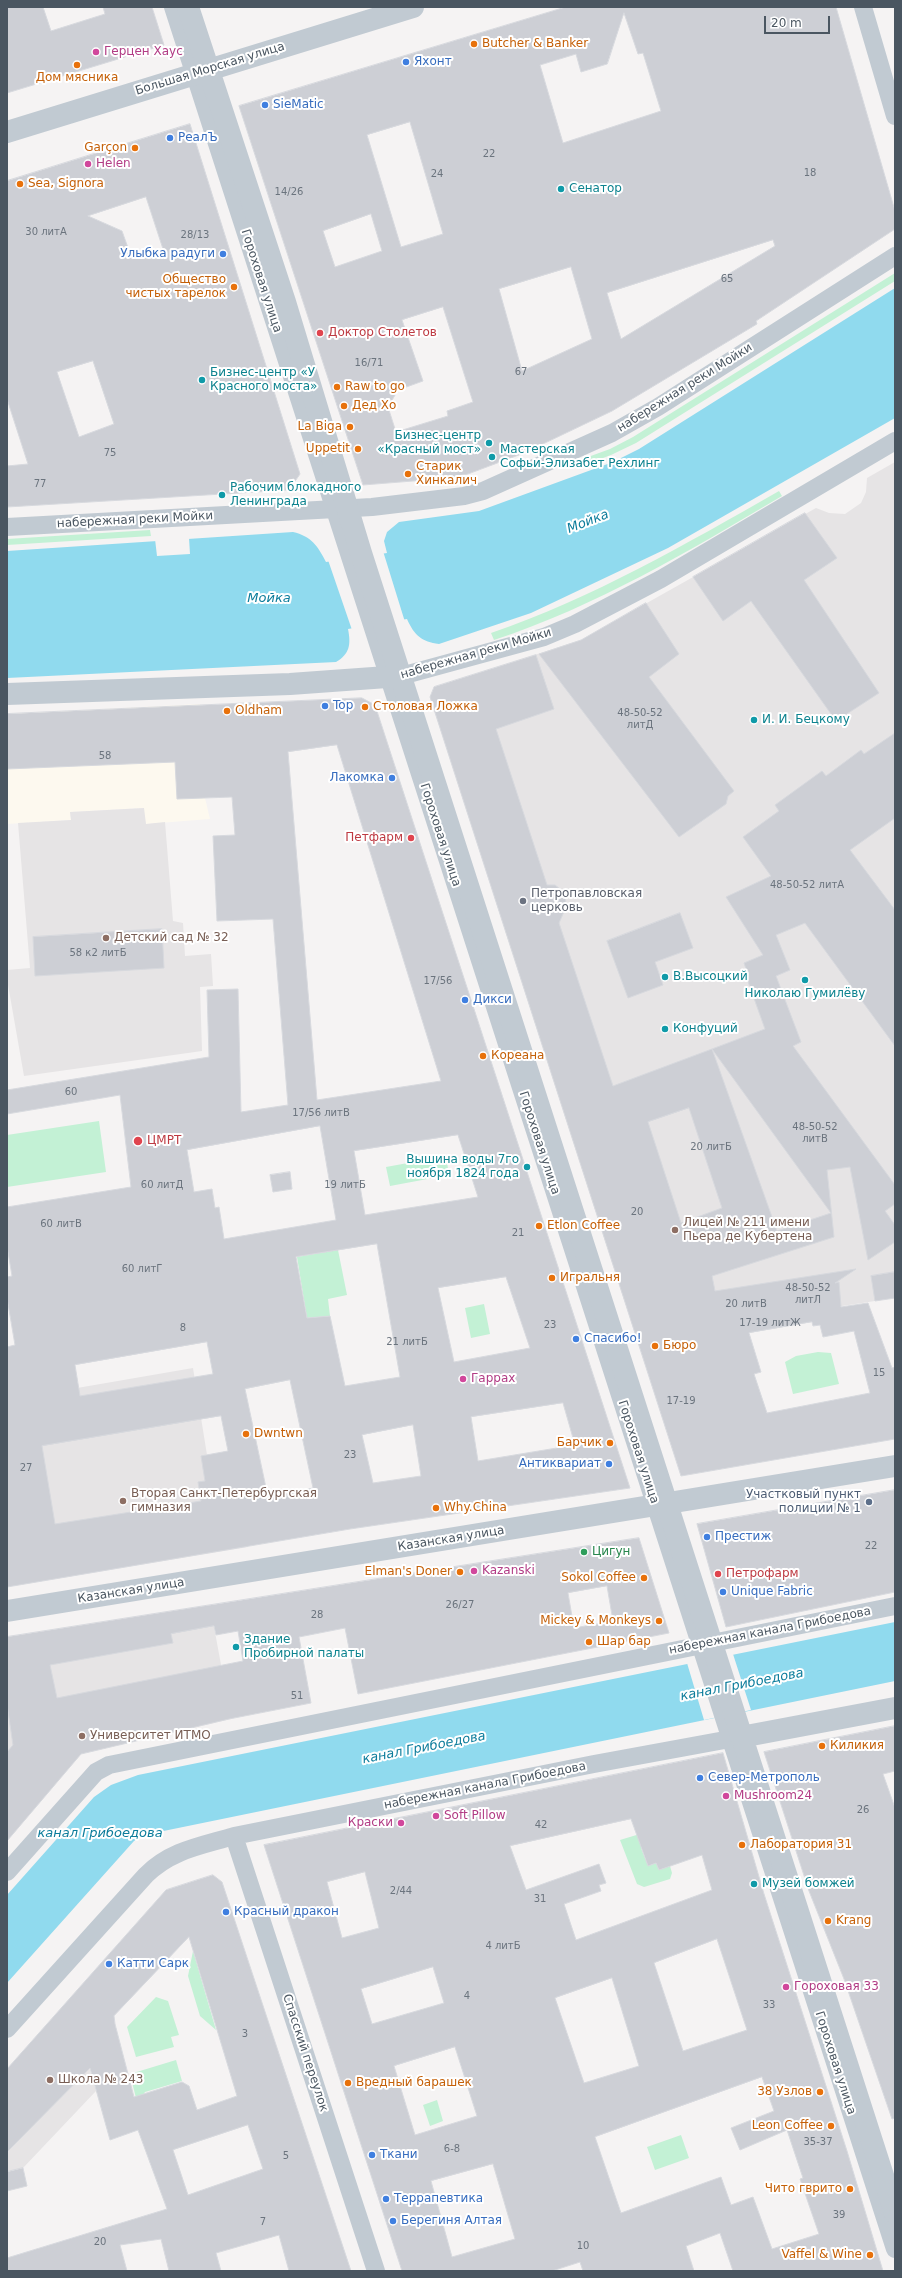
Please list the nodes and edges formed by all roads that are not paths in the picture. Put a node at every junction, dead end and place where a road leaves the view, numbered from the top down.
1 (173, 7) edge
2 (188, 7) edge
3 (414, 7) edge
4 (863, 7) edge
5 (202, 72) junction
6 (895, 116) edge
7 (7, 132) edge
8 (895, 256) edge
9 (895, 441) edge
10 (341, 509) junction
11 (7, 527) edge
12 (395, 677) junction
13 (7, 694) edge
14 (895, 1466) edge
15 (661, 1504) junction
16 (895, 1606) edge
17 (7, 1611) edge
18 (708, 1651) junction
19 (895, 1708) edge
20 (736, 1738) junction
21 (234, 1836) junction
22 (7, 1872) edge
23 (7, 2029) edge
24 (895, 2214) edge
25 (895, 2249) edge
26 (376, 2271) edge

1 - 5 street, Гороховая улица
2 - 5 street, Гороховая улица
3 - 5 street, Большая Морская улица
4 - 6 street
5 - 7 street, Большая Морская улица
5 - 10 street, Гороховая улица
8 - 10 street, набережная реки Мойки
9 - 12 street, набережная реки Мойки
10 - 11 street, набережная реки Мойки
10 - 12 street, Гороховая улица
12 - 13 street, набережная реки Мойки
12 - 15 street, Гороховая улица
14 - 15 street, Казанская улица
15 - 17 street, Казанская улица
15 - 18 street, Гороховая улица
16 - 18 street, набережная канала Грибоедова
18 - 20 street, Гороховая улица
18 - 22 street, набережная канала Грибоедова
19 - 20 street, набережная канала Грибоедова
20 - 21 street, набережная канала Грибоедова
20 - 24 street, Гороховая улица
20 - 25 street, Гороховая улица
21 - 23 street, набережная канала Грибоедова
21 - 26 street, Спасский переулок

________________________

Please go through the data and copy each line containing the word "Грибоедова".

*Finished task:*
16 - 18 street, набережная канала Грибоедова
18 - 22 street, набережная канала Грибоедова
19 - 20 street, набережная канала Грибоедова
20 - 21 street, набережная канала Грибоедова
21 - 23 street, набережная канала Грибоедова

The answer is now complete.